Whom do you miss more: Michael Gladis or Bryan Bratt?
Oh, that’s ridiculous. Come on. Who do you love more, your mom or your dad?

That was my next question!
A shrink once actually asked me that when I was in fifth grade. Even in fifth grade, I was like, are you shitting me? You’re awful. You are awful at what you do.

So, Sal Romano or Paul Kinsey …
I’m not going to answer that. I miss them both. I miss Bryan because he’s in New Orleans and is rarely around here. And that’s been hard; we all moved to L.A. together, Bryan and Michael and Aaron Staton and I. Michael, luckily, is still in town, so I see him almost weekly. He’s one of my absolute best friends in L.A., and that certainly has not changed. He came to visit us at work a couple times this summer. I miss him desperately, and I imagine and hope that we’ll see both of them again at some point in the story of the show.

Are you working on any new projects right now?
Right now, it’s the new project of the boy. And the slightly less new but still relatively new project of the girl. So we’re trying to finagle how to be a family of four and do all that. But right now, I’m auditioning and taking meetings and seeing what comes up, but not being too aggressive about it quite yet.

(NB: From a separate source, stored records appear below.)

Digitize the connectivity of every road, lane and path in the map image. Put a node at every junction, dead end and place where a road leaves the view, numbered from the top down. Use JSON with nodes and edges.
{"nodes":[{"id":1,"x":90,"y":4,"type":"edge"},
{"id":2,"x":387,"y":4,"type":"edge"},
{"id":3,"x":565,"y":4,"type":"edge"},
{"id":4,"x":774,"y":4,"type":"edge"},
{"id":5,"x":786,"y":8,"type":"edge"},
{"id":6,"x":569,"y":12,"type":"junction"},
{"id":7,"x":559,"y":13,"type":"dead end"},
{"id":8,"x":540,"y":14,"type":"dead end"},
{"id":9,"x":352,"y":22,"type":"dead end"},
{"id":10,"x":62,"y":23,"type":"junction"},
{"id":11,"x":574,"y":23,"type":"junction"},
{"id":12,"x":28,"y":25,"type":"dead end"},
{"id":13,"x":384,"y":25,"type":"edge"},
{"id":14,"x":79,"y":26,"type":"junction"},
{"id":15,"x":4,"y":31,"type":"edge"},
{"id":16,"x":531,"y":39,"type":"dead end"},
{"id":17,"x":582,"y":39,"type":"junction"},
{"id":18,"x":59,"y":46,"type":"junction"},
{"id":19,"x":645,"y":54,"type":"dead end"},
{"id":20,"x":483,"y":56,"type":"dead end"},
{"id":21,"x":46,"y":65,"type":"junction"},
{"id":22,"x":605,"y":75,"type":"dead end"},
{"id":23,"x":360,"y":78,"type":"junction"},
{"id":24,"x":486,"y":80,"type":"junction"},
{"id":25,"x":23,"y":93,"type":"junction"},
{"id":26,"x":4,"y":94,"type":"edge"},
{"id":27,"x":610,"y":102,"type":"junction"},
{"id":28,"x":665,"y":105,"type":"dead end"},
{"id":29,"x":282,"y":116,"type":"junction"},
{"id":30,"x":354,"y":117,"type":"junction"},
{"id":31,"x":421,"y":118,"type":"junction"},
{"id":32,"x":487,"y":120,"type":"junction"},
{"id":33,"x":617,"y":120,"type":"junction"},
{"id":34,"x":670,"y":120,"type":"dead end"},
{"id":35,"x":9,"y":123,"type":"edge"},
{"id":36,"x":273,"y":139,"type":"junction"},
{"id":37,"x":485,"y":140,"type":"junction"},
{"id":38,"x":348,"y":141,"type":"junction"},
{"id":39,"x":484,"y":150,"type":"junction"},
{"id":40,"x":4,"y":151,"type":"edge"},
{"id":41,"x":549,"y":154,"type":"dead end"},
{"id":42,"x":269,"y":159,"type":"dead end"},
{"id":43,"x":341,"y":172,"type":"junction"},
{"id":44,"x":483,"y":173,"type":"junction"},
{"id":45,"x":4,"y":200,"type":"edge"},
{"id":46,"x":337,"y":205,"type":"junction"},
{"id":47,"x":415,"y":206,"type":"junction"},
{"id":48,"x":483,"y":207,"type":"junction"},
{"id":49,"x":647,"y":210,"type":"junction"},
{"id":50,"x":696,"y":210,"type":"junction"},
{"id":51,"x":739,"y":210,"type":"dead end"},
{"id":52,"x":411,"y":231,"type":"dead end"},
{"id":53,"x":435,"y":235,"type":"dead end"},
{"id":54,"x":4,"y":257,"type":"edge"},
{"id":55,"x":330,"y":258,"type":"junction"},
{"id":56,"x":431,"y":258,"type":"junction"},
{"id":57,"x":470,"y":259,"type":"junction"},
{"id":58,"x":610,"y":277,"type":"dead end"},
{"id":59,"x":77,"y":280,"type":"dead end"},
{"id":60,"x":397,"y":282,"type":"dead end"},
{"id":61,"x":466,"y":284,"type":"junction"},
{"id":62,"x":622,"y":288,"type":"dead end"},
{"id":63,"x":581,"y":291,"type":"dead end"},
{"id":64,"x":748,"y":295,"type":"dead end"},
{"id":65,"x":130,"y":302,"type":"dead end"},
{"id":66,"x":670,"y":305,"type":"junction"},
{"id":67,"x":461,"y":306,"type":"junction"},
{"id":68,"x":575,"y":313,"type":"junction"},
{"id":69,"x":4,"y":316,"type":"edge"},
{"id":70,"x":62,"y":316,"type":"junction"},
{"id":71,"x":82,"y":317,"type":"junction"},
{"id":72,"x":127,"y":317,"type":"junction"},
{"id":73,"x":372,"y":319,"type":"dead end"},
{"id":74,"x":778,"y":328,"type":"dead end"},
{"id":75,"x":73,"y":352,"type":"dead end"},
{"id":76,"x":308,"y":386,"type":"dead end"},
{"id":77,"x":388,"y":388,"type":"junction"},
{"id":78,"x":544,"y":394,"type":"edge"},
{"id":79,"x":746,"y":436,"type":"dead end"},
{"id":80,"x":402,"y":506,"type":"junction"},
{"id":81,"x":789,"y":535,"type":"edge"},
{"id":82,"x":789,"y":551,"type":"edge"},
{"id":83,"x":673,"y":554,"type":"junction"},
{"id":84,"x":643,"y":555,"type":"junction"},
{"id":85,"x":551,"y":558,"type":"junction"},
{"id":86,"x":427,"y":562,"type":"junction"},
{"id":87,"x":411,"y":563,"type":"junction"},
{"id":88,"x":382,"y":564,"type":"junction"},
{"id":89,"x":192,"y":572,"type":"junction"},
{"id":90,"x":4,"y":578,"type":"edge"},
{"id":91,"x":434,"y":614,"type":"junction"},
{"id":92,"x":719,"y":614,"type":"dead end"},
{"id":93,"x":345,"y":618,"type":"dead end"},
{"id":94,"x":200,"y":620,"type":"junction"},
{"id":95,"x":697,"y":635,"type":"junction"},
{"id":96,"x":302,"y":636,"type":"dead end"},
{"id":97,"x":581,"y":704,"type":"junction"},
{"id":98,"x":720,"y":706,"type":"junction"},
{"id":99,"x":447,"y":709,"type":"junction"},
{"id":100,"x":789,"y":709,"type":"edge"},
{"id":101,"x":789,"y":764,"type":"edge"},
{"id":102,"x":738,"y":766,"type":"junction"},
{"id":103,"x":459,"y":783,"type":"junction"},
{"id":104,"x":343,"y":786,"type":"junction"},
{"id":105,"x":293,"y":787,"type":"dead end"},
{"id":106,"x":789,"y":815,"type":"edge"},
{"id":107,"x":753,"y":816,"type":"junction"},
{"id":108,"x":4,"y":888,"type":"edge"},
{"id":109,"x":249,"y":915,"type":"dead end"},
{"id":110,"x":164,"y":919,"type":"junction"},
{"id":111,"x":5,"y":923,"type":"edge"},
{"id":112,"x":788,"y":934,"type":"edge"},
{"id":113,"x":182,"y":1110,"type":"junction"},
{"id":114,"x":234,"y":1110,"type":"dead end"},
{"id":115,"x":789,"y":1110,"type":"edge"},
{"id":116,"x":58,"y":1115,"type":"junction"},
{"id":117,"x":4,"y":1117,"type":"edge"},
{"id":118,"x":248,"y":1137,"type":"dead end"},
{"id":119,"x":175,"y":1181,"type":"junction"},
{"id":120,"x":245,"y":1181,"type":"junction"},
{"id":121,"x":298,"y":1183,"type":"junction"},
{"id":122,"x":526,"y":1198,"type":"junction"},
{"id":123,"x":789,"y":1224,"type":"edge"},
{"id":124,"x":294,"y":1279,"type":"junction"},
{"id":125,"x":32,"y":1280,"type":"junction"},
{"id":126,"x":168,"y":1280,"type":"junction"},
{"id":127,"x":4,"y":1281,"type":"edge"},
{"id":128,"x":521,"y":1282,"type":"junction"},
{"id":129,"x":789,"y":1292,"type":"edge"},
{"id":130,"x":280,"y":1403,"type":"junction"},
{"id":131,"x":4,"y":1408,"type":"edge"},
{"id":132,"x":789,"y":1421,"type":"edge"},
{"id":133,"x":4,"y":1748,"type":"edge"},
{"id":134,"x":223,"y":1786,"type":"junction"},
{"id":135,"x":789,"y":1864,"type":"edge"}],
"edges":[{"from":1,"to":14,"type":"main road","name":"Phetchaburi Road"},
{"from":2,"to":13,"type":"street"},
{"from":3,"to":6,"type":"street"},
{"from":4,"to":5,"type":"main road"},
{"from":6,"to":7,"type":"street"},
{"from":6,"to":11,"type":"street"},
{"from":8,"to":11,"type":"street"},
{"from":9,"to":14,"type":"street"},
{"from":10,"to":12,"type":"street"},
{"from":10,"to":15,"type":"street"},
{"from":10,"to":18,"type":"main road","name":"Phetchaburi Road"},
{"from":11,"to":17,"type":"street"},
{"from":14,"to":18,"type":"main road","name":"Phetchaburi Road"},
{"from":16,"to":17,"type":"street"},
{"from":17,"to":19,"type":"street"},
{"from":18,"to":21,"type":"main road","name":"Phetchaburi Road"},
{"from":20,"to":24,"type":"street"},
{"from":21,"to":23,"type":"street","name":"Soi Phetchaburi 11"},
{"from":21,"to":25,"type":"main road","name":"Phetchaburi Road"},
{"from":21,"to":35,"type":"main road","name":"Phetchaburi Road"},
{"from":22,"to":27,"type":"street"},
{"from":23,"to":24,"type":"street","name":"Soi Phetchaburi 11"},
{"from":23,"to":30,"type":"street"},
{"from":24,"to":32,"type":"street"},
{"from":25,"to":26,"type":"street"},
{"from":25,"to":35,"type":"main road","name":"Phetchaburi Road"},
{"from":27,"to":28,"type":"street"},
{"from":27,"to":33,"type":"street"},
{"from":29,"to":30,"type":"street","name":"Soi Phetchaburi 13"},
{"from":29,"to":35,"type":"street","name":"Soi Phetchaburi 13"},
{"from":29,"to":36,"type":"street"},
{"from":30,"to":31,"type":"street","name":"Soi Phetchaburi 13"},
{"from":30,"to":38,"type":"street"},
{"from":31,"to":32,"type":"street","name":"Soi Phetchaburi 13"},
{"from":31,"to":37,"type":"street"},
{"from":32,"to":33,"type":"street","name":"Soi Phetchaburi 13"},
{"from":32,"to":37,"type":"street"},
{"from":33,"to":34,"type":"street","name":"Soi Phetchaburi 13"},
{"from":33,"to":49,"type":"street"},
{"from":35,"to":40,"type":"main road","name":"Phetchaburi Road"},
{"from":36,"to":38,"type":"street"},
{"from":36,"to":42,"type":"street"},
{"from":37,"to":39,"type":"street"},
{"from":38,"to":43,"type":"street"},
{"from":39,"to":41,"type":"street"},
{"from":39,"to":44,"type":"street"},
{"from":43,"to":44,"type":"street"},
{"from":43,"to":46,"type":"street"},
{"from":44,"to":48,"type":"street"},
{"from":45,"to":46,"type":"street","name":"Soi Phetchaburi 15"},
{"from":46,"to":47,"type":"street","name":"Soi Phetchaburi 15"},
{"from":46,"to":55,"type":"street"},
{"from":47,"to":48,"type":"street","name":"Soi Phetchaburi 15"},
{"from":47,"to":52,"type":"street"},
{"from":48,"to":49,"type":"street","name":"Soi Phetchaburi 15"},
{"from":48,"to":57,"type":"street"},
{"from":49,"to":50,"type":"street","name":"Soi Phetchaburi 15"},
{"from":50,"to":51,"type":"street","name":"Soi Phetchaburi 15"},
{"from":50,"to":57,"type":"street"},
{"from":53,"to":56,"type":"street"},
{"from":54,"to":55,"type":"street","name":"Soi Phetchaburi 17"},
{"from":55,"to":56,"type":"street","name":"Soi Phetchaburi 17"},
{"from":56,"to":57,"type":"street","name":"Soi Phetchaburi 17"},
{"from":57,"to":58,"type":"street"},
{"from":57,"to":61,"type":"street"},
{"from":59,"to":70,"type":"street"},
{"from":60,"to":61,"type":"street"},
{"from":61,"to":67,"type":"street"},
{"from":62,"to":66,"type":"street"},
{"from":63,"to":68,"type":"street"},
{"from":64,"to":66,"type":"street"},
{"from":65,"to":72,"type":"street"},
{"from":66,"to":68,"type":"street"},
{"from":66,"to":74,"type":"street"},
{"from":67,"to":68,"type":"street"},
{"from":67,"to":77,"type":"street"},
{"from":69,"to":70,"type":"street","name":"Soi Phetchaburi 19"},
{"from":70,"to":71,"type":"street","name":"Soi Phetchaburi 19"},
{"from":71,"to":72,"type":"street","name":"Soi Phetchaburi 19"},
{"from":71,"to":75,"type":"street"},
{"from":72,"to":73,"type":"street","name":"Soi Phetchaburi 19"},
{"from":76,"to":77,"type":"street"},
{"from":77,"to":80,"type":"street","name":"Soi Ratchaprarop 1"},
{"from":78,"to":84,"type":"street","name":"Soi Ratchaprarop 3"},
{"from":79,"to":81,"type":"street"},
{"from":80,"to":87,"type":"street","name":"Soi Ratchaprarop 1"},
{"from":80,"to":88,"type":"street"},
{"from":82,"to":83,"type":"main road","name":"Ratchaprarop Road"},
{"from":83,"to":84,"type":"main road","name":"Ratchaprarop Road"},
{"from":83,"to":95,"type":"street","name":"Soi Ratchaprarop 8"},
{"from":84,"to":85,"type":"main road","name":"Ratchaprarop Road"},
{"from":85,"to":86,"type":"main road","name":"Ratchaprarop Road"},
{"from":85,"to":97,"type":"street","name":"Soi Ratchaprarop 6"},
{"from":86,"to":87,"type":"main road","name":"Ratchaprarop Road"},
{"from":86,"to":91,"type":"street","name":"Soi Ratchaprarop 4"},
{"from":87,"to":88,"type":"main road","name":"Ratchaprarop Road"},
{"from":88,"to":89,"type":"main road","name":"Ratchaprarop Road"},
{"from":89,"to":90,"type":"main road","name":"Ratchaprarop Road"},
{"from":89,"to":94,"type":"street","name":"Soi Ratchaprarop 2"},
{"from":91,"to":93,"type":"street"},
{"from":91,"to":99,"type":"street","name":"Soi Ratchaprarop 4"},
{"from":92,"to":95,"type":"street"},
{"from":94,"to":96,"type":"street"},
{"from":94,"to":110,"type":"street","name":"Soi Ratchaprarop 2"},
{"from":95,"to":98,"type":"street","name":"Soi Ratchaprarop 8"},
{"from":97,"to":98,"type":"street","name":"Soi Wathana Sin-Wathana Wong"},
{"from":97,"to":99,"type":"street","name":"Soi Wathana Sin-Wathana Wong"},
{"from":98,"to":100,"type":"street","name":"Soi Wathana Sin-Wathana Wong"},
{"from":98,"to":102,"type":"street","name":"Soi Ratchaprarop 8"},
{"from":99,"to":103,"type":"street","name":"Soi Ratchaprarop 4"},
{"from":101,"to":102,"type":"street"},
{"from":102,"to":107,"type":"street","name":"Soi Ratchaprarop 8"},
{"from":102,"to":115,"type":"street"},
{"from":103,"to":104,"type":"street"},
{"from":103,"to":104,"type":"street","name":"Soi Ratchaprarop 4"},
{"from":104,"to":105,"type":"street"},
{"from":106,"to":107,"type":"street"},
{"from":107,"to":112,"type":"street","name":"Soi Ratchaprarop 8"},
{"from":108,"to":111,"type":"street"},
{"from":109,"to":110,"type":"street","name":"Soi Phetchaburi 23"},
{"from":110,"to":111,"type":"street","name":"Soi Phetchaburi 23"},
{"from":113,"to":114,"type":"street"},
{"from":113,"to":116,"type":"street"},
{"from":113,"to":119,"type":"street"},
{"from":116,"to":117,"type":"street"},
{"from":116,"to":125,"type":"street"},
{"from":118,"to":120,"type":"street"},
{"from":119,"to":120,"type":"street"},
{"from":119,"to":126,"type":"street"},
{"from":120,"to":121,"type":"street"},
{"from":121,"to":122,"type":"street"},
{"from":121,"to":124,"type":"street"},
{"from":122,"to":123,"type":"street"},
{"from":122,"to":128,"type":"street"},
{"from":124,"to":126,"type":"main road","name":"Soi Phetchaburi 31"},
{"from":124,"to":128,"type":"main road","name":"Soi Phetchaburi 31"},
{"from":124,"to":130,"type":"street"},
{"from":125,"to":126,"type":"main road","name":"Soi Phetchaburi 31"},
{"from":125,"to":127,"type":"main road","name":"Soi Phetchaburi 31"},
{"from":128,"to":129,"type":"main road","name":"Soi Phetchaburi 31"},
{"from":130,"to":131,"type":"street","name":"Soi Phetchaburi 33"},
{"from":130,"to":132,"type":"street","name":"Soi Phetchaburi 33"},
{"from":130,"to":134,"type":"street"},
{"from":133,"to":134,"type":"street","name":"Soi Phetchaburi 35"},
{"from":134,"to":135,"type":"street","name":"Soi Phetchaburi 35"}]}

You seem to pop up everywhere these days.
I’ve had a couple of really fortunate hiatuses. I don’t know if that’s the plural for that. Hiati?

Any more installments of your Funny or Die series, “The Committee,” on the way?
There are hopes to do more. It’s hard; Drew Pearce, who writes and directs them, just had a baby of his own, and he also wrote the draft of a new superhero movie (The Runaways), and he’s got some pretty big things that he’s juggling right now. But we are discussing possibly doing one for the holidays. It’s been really, really fun. I really hope we get to do more.

It is heartwarming to see you and Mrs. Landingham talking about obscure dirty sex positions.
Yeah, very heartwarming. That’s the right word. Not “disconcerting” or “slightly unappealing.”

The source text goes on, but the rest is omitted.